If the springs have been cut, that increases their rate but it also drops the suspension height, so for any given corner the total suspension compression (as in where it ends up, not the amount of travel from it's relatively lower starting position) will be lower than with std springs/ride height.

This is important, as it means you'll get to teh point that the lower control arm passes vertical and the outside edge of the control arm is 'higher' and the inner control arm bush bolt pivot point is lower.

I'm totally murdering the physics here but basically this combination can actually allow forces to 'unload' the outside front, instead of helpful weight transfer/downforce (evne though the car can 'roll over' the tyre itself can unload.).

It's a little bit like leaf springs if you use lowering blocks to the point the axle line is too high, then it will lose traction off the line under hard acceleration easier.

So, what I'm getting at here is that although this might sound totally backward, if you have soft springs and a lower ride height, then it could be so low it is unloading hte suspension, and one of the ways you can actually combat it is with slightly stiffer springs, or a slightly higher (but possibly still less than brand new factory spec) ride height.

You might also find that the shock damping rate on bump is too high now, and teh wheel is having trouble staying on the road in a corner with any minor undulations in the road. Worse still, if the shocks are too stiff, but the springs too soft, it will keep breaking loose as it can't ride the bumps well, but then won't have the spring rate to help push and get the downforce onto the wheel when weight transfer does take place during cornering (weight transfer not necessarily body roll).

If the control arms aren't on those bad angles,and the shockers are too stiff on bump (or a combo of that and the springs being too soft) then yes, less front bar or adding/increasing rear bar stiffness would be the go.

You can also try dialling in some toe-out. It's a no-no on street driven cars as it'll chew out the inside edge of the tread (esp with some neg camber in the mix too) but it will noticeably improve turn in and mid corner (and even to some extent corner exit) stability. It might make it a little more likely want to pull to one side or the other under very heavy brakes too.

As far as your camber settings go, they seem pretty good, certainly nothing there that would cause understeer - they'd be in a good range to help prevent it.
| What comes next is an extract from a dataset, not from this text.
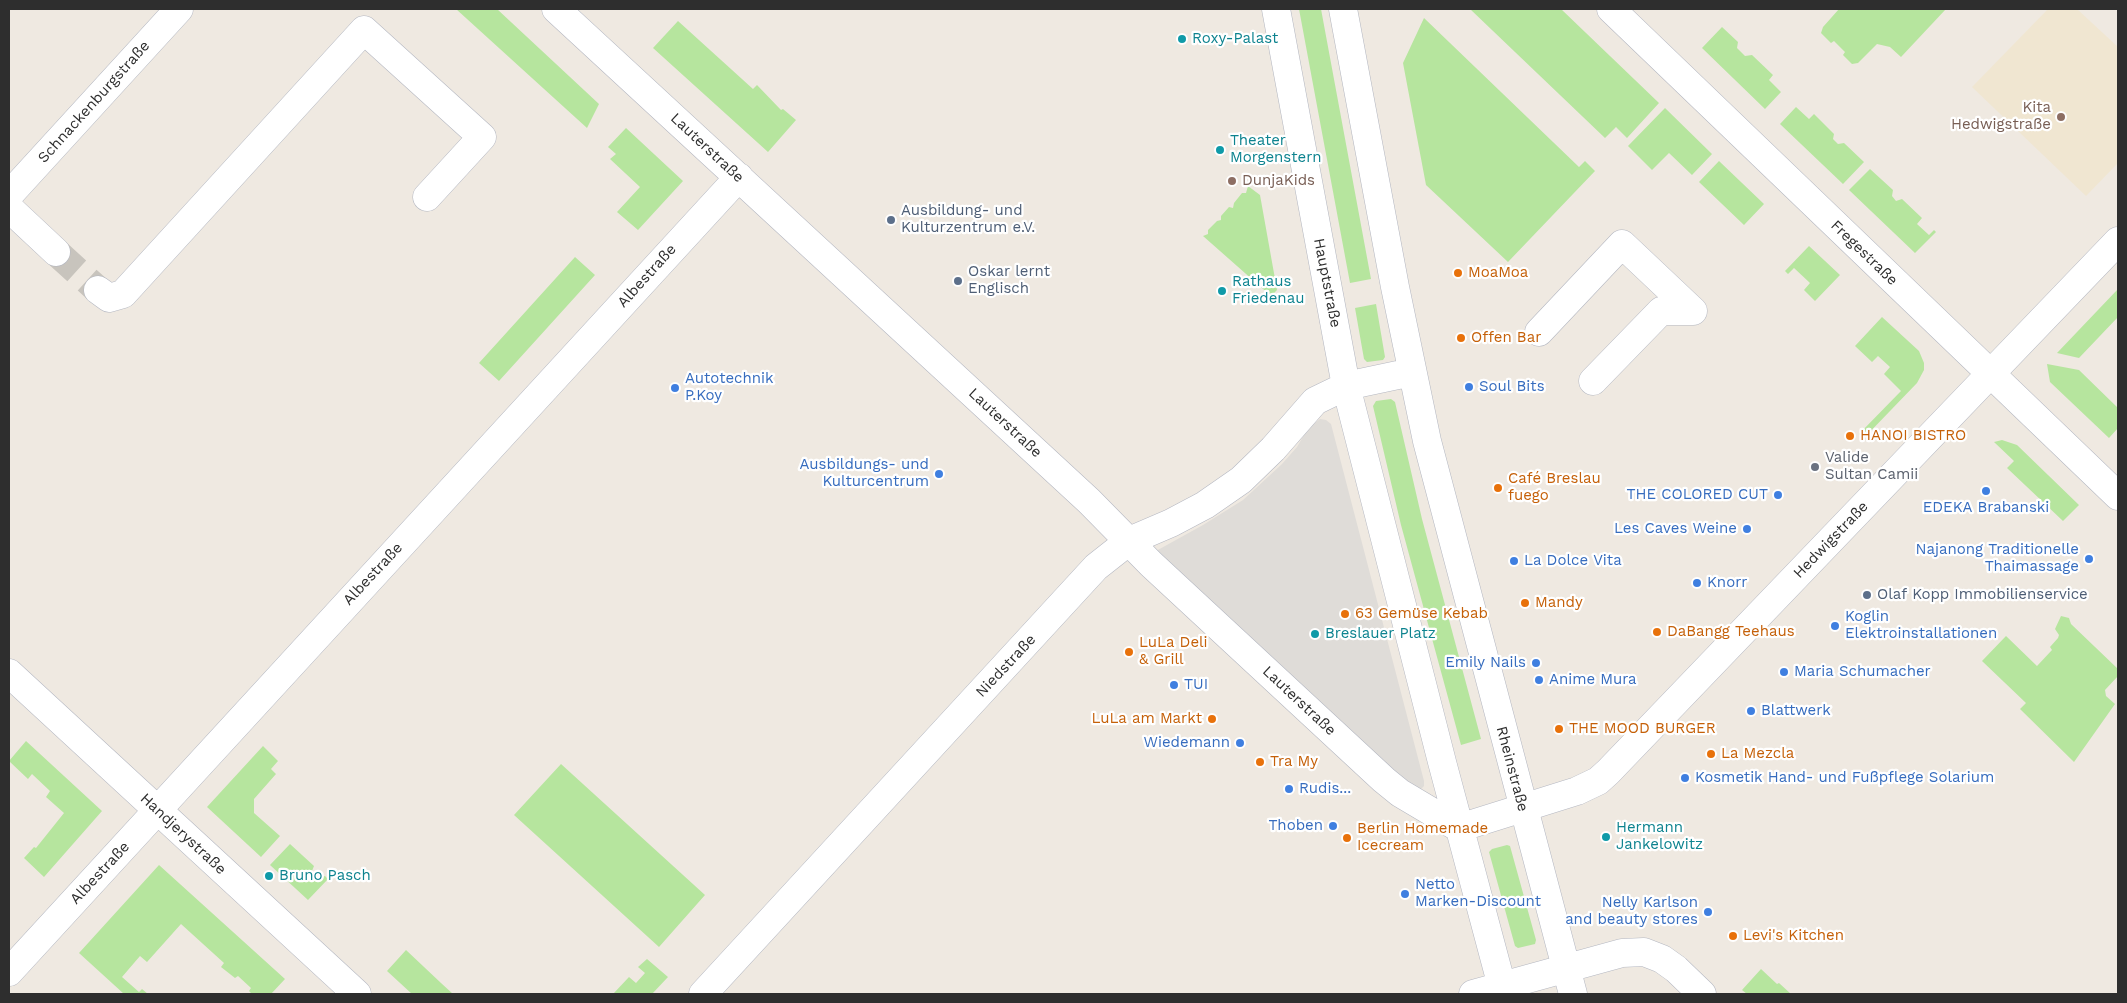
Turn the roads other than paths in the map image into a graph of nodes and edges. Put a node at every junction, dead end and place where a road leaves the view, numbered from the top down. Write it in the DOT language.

Last but not least - tyre pressures. I have nfi what tyres you are running, but if they are taller sidewall, or just average tyres in general, you can often get some decent turn in (with radial street tyres) and overall cornering predictability/stability from increasing the tyre pressures, up to as much as 40psi (but make no mistake, you_WILL definitely wear out the centre of the contact patch a hell of a long time before the tyres would otherwise have lasted for with more modest inflation pressures. Certainly experiment right up into the high 30s or above if you don't mind that trade off.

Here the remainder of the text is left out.